Exercise description> Determine how many lines in the listing below contain the word "Olive", then state that number by itself.

Dataset extract>
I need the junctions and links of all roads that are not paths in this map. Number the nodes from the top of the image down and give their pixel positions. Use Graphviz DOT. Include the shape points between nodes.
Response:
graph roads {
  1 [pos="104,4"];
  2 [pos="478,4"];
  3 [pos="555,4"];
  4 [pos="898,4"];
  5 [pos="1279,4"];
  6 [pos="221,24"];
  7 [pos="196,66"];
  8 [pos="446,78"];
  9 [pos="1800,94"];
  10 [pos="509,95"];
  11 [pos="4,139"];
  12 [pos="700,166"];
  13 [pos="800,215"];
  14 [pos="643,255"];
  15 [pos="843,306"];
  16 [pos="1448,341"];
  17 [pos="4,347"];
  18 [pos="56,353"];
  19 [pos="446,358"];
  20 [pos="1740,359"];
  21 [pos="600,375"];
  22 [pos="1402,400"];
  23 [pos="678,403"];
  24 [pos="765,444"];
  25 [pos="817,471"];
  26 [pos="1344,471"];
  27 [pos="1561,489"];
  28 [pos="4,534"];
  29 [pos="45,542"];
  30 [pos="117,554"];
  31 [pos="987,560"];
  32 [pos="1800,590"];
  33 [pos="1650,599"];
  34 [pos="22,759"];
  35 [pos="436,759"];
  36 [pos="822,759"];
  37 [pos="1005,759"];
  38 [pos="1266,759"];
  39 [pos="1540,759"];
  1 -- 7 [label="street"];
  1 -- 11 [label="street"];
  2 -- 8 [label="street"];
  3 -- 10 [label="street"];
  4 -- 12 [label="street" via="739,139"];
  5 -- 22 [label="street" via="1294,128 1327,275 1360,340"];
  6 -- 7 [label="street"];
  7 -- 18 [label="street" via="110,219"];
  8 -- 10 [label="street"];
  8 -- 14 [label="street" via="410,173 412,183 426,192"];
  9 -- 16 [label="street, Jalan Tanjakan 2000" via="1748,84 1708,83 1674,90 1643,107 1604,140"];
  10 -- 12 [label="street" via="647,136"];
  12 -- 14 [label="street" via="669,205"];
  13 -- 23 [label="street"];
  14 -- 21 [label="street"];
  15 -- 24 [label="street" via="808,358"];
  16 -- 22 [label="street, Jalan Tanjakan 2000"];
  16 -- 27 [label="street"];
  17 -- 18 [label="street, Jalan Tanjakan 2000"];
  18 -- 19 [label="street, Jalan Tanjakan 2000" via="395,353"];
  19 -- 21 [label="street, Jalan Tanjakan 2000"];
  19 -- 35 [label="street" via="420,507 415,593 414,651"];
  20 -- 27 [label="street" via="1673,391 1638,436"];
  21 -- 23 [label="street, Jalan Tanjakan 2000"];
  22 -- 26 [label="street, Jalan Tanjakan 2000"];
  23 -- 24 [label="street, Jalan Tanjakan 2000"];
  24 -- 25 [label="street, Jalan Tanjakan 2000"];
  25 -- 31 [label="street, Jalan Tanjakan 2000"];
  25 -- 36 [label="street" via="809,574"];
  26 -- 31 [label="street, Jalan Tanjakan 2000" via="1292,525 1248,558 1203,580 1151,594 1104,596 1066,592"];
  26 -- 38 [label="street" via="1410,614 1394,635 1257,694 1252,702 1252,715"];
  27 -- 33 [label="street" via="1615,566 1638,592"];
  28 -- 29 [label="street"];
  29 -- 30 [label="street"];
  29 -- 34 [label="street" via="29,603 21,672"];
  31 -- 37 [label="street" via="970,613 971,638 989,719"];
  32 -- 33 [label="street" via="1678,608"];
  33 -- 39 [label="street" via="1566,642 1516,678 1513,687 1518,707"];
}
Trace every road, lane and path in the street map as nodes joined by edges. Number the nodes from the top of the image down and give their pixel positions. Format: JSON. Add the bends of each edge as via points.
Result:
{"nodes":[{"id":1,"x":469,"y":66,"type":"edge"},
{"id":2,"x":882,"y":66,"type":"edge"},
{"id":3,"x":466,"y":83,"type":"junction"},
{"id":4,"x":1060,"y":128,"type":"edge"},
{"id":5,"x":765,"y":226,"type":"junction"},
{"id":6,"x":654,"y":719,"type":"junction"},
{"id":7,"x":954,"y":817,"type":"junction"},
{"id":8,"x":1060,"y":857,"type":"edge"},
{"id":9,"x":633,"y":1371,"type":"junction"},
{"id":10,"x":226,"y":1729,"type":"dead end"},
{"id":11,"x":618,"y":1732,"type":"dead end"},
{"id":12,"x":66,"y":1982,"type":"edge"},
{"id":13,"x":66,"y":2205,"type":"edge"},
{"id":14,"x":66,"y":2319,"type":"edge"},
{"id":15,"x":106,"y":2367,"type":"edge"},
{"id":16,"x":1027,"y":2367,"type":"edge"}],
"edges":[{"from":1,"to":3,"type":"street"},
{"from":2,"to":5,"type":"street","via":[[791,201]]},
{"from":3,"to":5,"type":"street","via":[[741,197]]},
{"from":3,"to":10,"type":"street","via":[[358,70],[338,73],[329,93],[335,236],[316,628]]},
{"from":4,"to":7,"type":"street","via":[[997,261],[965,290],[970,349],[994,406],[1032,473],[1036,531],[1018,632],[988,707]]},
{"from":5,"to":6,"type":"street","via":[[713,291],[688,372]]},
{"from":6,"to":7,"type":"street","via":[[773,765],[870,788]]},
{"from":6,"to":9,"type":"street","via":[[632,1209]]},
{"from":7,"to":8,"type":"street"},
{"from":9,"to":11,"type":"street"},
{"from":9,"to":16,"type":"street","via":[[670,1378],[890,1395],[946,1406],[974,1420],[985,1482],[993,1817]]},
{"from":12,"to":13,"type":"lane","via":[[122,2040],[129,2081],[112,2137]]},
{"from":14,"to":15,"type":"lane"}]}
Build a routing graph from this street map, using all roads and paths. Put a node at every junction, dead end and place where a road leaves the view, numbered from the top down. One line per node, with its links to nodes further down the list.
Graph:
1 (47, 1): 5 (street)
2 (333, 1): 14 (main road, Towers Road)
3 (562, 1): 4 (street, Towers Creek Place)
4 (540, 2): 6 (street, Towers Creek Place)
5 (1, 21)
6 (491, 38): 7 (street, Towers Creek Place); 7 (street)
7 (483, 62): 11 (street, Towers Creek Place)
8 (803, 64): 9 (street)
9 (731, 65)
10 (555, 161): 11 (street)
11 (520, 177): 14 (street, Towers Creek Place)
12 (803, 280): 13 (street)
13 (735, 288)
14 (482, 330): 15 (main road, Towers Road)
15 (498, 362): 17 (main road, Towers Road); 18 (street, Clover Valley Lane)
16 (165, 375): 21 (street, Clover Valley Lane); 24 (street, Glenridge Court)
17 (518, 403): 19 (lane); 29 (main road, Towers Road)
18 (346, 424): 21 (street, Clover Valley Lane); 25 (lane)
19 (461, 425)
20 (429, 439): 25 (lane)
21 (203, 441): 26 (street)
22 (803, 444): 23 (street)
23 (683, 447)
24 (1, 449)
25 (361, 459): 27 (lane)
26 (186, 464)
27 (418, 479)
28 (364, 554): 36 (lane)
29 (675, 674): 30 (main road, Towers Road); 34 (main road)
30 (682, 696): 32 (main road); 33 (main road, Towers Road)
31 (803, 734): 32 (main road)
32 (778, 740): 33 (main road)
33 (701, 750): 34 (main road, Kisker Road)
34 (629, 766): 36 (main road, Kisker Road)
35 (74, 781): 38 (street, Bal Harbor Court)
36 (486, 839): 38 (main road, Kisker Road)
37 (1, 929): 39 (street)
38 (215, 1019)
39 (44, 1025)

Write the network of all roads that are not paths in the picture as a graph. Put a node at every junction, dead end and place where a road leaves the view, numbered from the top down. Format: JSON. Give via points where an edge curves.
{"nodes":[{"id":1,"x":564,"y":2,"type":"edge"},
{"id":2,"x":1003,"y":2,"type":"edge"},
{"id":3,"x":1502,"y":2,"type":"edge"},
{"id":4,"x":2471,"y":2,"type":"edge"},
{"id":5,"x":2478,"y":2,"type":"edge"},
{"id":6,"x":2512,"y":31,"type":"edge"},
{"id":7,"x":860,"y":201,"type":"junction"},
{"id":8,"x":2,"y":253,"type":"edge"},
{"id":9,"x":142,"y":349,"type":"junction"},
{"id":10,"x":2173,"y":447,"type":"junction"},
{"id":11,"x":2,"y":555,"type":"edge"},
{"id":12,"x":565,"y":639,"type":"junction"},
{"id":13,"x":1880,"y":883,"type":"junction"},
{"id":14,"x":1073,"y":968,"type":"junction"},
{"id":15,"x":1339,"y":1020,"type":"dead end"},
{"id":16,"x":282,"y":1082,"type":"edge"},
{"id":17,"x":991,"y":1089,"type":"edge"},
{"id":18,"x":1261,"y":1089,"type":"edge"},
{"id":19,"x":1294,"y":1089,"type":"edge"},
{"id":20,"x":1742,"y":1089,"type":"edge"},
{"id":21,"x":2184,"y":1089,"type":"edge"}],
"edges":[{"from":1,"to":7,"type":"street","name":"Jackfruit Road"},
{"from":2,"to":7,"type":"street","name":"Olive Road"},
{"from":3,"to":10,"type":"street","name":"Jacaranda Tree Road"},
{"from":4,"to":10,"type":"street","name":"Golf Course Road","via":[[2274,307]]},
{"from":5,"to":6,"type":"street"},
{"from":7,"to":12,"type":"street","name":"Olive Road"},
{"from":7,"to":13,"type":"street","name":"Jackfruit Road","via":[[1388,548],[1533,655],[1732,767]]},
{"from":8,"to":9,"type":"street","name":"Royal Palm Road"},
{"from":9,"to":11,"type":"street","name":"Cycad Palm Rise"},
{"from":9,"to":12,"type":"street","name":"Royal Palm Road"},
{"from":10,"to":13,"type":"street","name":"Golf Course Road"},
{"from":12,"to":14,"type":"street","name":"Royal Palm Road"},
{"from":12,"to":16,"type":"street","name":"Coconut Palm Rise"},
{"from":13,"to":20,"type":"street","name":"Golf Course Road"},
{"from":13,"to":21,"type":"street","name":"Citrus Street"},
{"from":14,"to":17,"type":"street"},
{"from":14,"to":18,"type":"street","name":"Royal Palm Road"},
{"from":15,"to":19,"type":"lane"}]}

Solution below> 2